The transformer requires doc_vec columns to be present in the input data frame. Therefore, you
will usually want to load vectors from a FlexIndex first using vec_loader(),
then apply MmrScorer. FlexIndex.mmr() is a shorthand to return both
these steps. Alternatively, you could include an encoder beforehand to compute document vectors on-the-fly.
The example below applies BM25 retrieval over a sparse index, then applies search result diversification to the results using MMR.
sparse_index.bm25() >> dense_index.mmr()
Citation
Carbonell and Goldstein. The Use of MMR, Diversity-Based Reranking for Reordering Documents and Producing Summaries. SIGIR 1998. [link]

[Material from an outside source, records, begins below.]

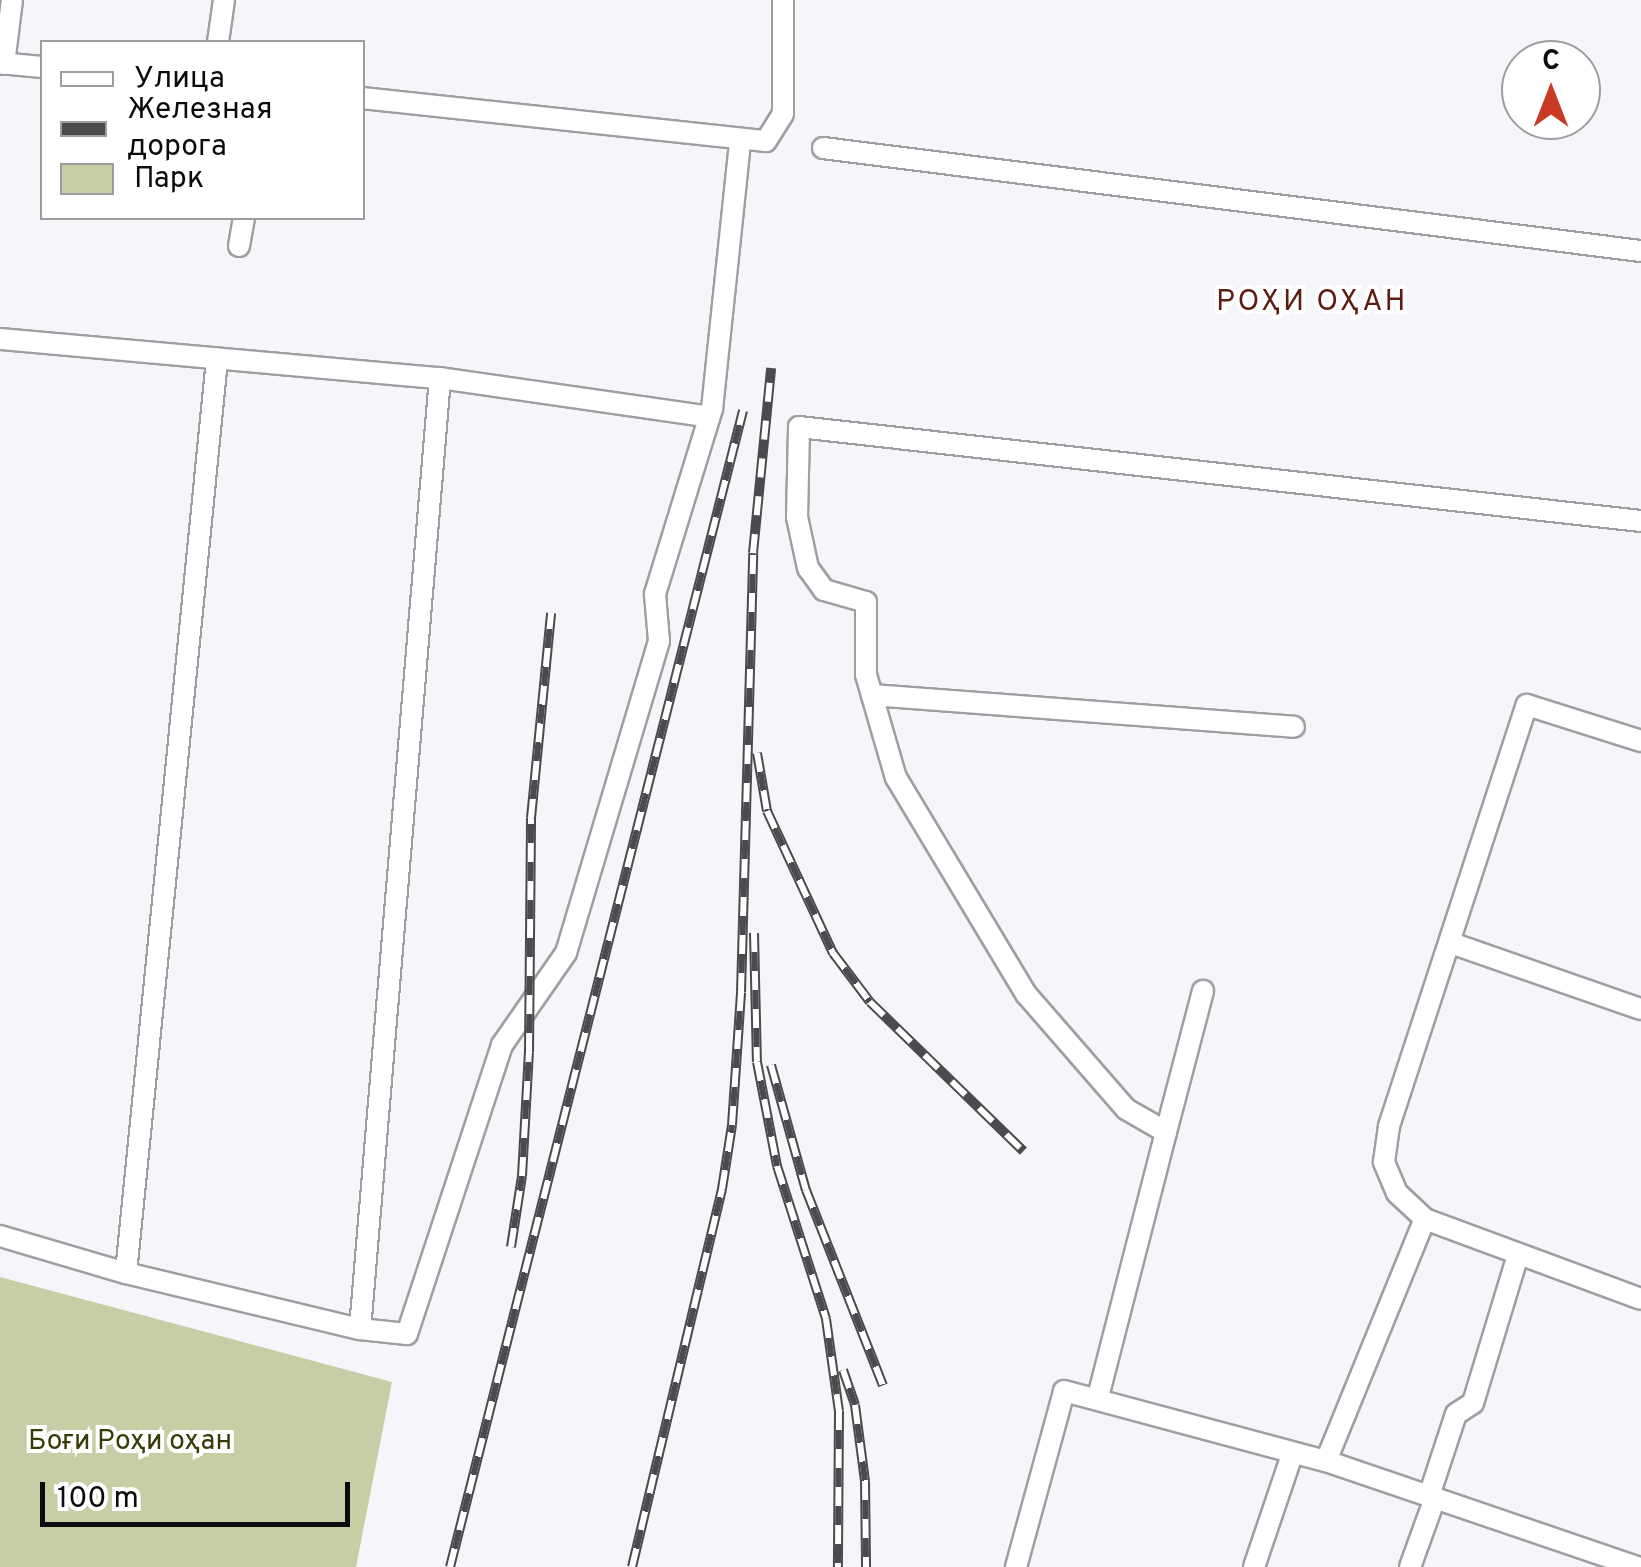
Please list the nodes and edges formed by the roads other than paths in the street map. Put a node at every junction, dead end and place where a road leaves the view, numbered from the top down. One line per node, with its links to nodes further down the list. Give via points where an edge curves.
1 (12, 0): 5 (street)
2 (224, 0): 4 (street)
3 (783, 0): 8 (street, via 783,114 766,141)
4 (218, 40)
5 (2, 64): 6 (street)
6 (40, 67)
7 (365, 98): 8 (street)
8 (740, 142): 16 (street)
9 (824, 148): 12 (street)
10 (244, 220): 11 (street)
11 (239, 246)
12 (1641, 251)
13 (0, 340): 14 (street)
14 (217, 359): 15 (street); 28 (street)
15 (440, 378): 16 (street); 30 (street)
16 (709, 417): 30 (street, via 655,594 659,641 566,952 502,1045 407,1334)
17 (1641, 521): 18 (street, via 800,427 797,517 808,568 824,590 866,602)
18 (872, 695): 19 (street); 24 (street, via 896,778 1026,994 1126,1109)
19 (1294, 727)
20 (1641, 741): 21 (street, via 1527,704)
21 (1450, 943): 23 (street); 25 (street, via 1389,1126 1384,1162 1397,1194)
22 (1203, 991): 24 (street)
23 (1641, 1009)
24 (1166, 1132): 31 (street)
25 (1425, 1219): 27 (street); 33 (street)
26 (0, 1236): 28 (street)
27 (1518, 1255): 29 (street); 34 (street, via 1473,1402 1456,1414)
28 (126, 1274): 30 (street)
29 (1641, 1299)
30 (360, 1330)
31 (1098, 1398): 32 (street); 35 (street, via 1064,1390)
32 (1292, 1455): 33 (street); 36 (street)
33 (1326, 1461): 34 (street)
34 (1431, 1497): 37 (street); 38 (street)
35 (1016, 1567)
36 (1254, 1567)
37 (1410, 1567)
38 (1638, 1567)

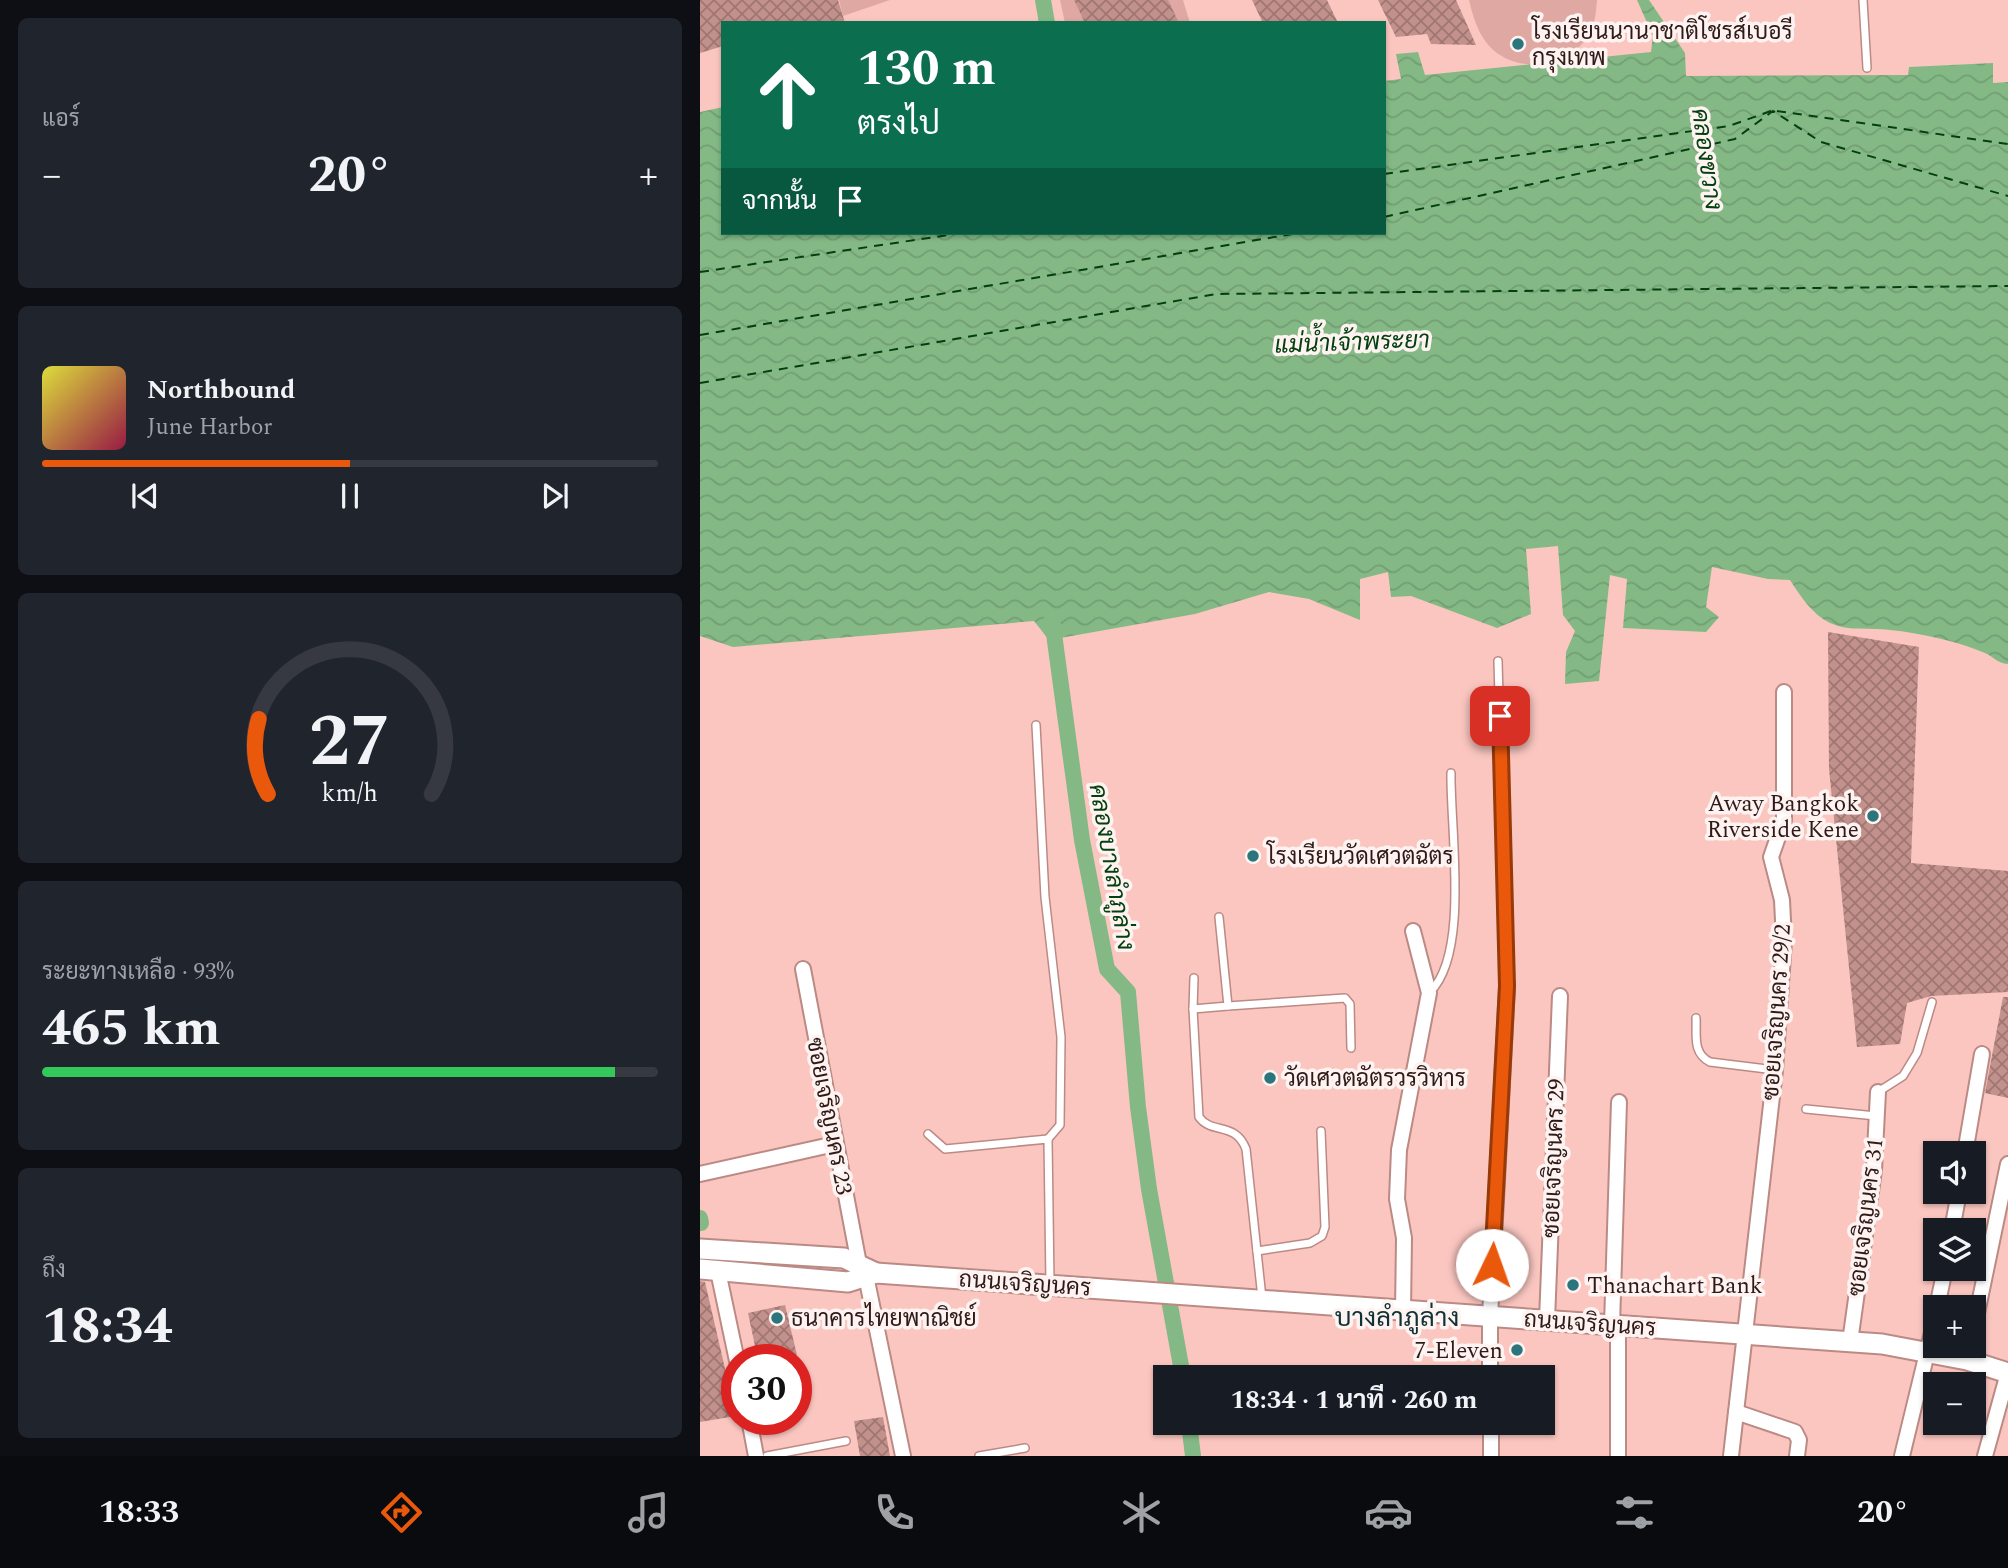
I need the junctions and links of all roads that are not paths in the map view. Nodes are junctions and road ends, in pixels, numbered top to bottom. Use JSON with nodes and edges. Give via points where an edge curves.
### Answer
{"nodes":[{"id":1,"x":1863,"y":0,"type":"edge"},
{"id":2,"x":1867,"y":68,"type":"dead end"},
{"id":3,"x":1498,"y":661,"type":"dead end"},
{"id":4,"x":1784,"y":692,"type":"dead end"},
{"id":5,"x":1036,"y":725,"type":"dead end"},
{"id":6,"x":1451,"y":773,"type":"dead end"},
{"id":7,"x":1219,"y":917,"type":"dead end"},
{"id":8,"x":1413,"y":931,"type":"dead end"},
{"id":9,"x":803,"y":969,"type":"dead end"},
{"id":10,"x":1194,"y":978,"type":"dead end"},
{"id":11,"x":1507,"y":986,"type":"joint"},
{"id":12,"x":1429,"y":993,"type":"junction"},
{"id":13,"x":1560,"y":996,"type":"dead end"},
{"id":14,"x":1932,"y":1002,"type":"dead end"},
{"id":15,"x":1228,"y":1006,"type":"junction"},
{"id":16,"x":1193,"y":1009,"type":"junction"},
{"id":17,"x":1696,"y":1017,"type":"dead end"},
{"id":18,"x":1351,"y":1048,"type":"dead end"},
{"id":19,"x":1982,"y":1054,"type":"dead end"},
{"id":20,"x":1775,"y":1070,"type":"junction"},
{"id":21,"x":1878,"y":1092,"type":"joint"},
{"id":22,"x":1619,"y":1102,"type":"dead end"},
{"id":23,"x":1805,"y":1109,"type":"dead end"},
{"id":24,"x":1876,"y":1116,"type":"junction"},
{"id":25,"x":1321,"y":1131,"type":"dead end"},
{"id":26,"x":928,"y":1134,"type":"dead end"},
{"id":27,"x":1048,"y":1139,"type":"junction"},
{"id":28,"x":1967,"y":1141,"type":"edge"},
{"id":29,"x":835,"y":1144,"type":"junction"},
{"id":30,"x":2008,"y":1164,"type":"edge"},
{"id":31,"x":700,"y":1174,"type":"edge"},
{"id":32,"x":700,"y":1249,"type":"edge"},
{"id":33,"x":1257,"y":1251,"type":"junction"},
{"id":34,"x":709,"y":1270,"type":"edge"},
{"id":35,"x":867,"y":1271,"type":"junction"},
{"id":36,"x":1050,"y":1284,"type":"junction"},
{"id":37,"x":1981,"y":1295,"type":"edge"},
{"id":38,"x":1262,"y":1300,"type":"junction"},
{"id":39,"x":1403,"y":1311,"type":"junction"},
{"id":40,"x":1490,"y":1317,"type":"junction"},
{"id":41,"x":1547,"y":1320,"type":"junction"},
{"id":42,"x":1615,"y":1325,"type":"junction"},
{"id":43,"x":1744,"y":1334,"type":"junction"},
{"id":44,"x":1850,"y":1342,"type":"junction"},
{"id":45,"x":732,"y":1344,"type":"edge"},
{"id":46,"x":1923,"y":1352,"type":"edge"},
{"id":47,"x":1927,"y":1358,"type":"edge"},
{"id":48,"x":1979,"y":1358,"type":"edge"},
{"id":49,"x":1490,"y":1365,"type":"edge"},
{"id":50,"x":2008,"y":1373,"type":"edge"},
{"id":51,"x":1736,"y":1412,"type":"junction"},
{"id":52,"x":752,"y":1435,"type":"edge"},
{"id":53,"x":1491,"y":1435,"type":"edge"},
{"id":54,"x":846,"y":1441,"type":"dead end"},
{"id":55,"x":1025,"y":1448,"type":"dead end"},
{"id":56,"x":756,"y":1456,"type":"edge"},
{"id":57,"x":767,"y":1456,"type":"edge"},
{"id":58,"x":903,"y":1456,"type":"edge"},
{"id":59,"x":979,"y":1456,"type":"edge"},
{"id":60,"x":1491,"y":1456,"type":"edge"},
{"id":61,"x":1618,"y":1456,"type":"edge"},
{"id":62,"x":1731,"y":1456,"type":"edge"},
{"id":63,"x":1797,"y":1456,"type":"edge"},
{"id":64,"x":1902,"y":1456,"type":"edge"},
{"id":65,"x":1985,"y":1456,"type":"edge"}],
"edges":[{"from":1,"to":2,"type":"lane"},
{"from":3,"to":11,"type":"lane"},
{"from":4,"to":20,"type":"street","name":"ซอยเจริญนคร 29/2","via":[[1784,820],[1771,857],[1782,900],[1784,941]]},
{"from":5,"to":27,"type":"lane","via":[[1045,897],[1061,1037],[1060,1125]]},
{"from":6,"to":12,"type":"lane","via":[[1455,929],[1440,980]]},
{"from":7,"to":15,"type":"lane"},
{"from":8,"to":12,"type":"street"},
{"from":9,"to":29,"type":"street","name":"ซอยเจริญนคร 23"},
{"from":10,"to":16,"type":"lane"},
{"from":11,"to":40,"type":"street"},
{"from":12,"to":39,"type":"street","via":[[1399,1150]]},
{"from":13,"to":41,"type":"street","name":"ซอยเจริญนคร 29"},
{"from":14,"to":21,"type":"lane","via":[[1917,1053],[1903,1076]]},
{"from":15,"to":16,"type":"lane"},
{"from":15,"to":18,"type":"lane","via":[[1345,998],[1350,1004]]},
{"from":16,"to":33,"type":"lane","via":[[1199,1117],[1206,1124],[1232,1130],[1243,1141]]},
{"from":17,"to":20,"type":"lane","via":[[1701,1058]]},
{"from":19,"to":28,"type":"street"},
{"from":20,"to":43,"type":"street","name":"ซอยเจริญนคร 29/2"},
{"from":21,"to":24,"type":"street","name":"ซอยเจริญนคร 31"},
{"from":22,"to":42,"type":"street"},
{"from":23,"to":24,"type":"lane"},
{"from":24,"to":44,"type":"street","name":"ซอยเจริญนคร 31","via":[[1874,1170]]},
{"from":25,"to":33,"type":"lane","via":[[1322,1236],[1310,1243]]},
{"from":26,"to":27,"type":"lane","via":[[945,1149]]},
{"from":27,"to":36,"type":"lane"},
{"from":29,"to":31,"type":"street"},
{"from":29,"to":35,"type":"street","name":"ซอยเจริญนคร 23"},
{"from":30,"to":37,"type":"street"},
{"from":32,"to":35,"type":"main road","name":"ถนนเจริญนคร","via":[[844,1258]]},
{"from":33,"to":38,"type":"lane"},
{"from":34,"to":35,"type":"main road","name":"ถนนเจริญนคร","via":[[848,1282]]},
{"from":34,"to":45,"type":"street"},
{"from":35,"to":36,"type":"main road","name":"ถนนเจริญนคร"},
{"from":35,"to":58,"type":"street","name":"ซอยเจริญนคร 23"},
{"from":36,"to":38,"type":"main road","name":"ถนนเจริญนคร"},
{"from":38,"to":39,"type":"main road","name":"ถนนเจริญนคร"},
{"from":39,"to":40,"type":"main road","name":"ถนนเจริญนคร"},
{"from":40,"to":41,"type":"main road","name":"ถนนเจริญนคร"},
{"from":40,"to":49,"type":"street"},
{"from":41,"to":42,"type":"main road","name":"ถนนเจริญนคร"},
{"from":42,"to":43,"type":"main road","name":"ถนนเจริญนคร"},
{"from":42,"to":61,"type":"street"},
{"from":43,"to":44,"type":"main road","name":"ถนนเจริญนคร"},
{"from":43,"to":51,"type":"street","name":"ซอยเจริญนคร 29/2"},
{"from":44,"to":46,"type":"main road","name":"ถนนเจริญนคร"},
{"from":47,"to":64,"type":"street"},
{"from":48,"to":50,"type":"main road","name":"ถนนเจริญนคร"},
{"from":50,"to":65,"type":"street"},
{"from":51,"to":62,"type":"street","name":"ซอยเจริญนคร 29/2"},
{"from":51,"to":63,"type":"street","via":[[1795,1432],[1800,1440]]},
{"from":52,"to":56,"type":"street"},
{"from":53,"to":60,"type":"street"},
{"from":54,"to":57,"type":"lane"},
{"from":55,"to":59,"type":"lane"}]}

@inproceedings{DBLP:conf/sigir/CarbonellG98,
author = {Jaime G. Carbonell and
Jade Goldstein},
editor = {W. Bruce Croft and
Alistair Moffat and
C. J. van Rijsbergen and
Ross Wilkinson and
Justin Zobel},
title = {The Use of MMR, Diversity-Based Reranking for Reordering Documents
and Producing Summaries},
booktitle = {{SIGIR} '98: Proceedings of the 21st Annual International {ACM} {SIGIR}
Conference on Research and Development in Information Retrieval, August
24-28 1998, Melbourne, Australia},
pages = {335--336},
publisher = {{ACM}},
year = {1998},
url = {https://doi.org/10.1145/290941.291025},
doi = {10.1145/290941.291025},
timestamp = {Wed, 14 Nov 2018 10:58:11 +0100},
biburl = {https://dblp.org/rec/conf/sigir/CarbonellG98.bib},
bibsource = {dblp computer science bibliography, https://dblp.org}
}
Diversity Evaluation¶
Intra-List Similarity (ILS) is a diversity evaluation measure that quantifies the similarity between documents in a ranked list.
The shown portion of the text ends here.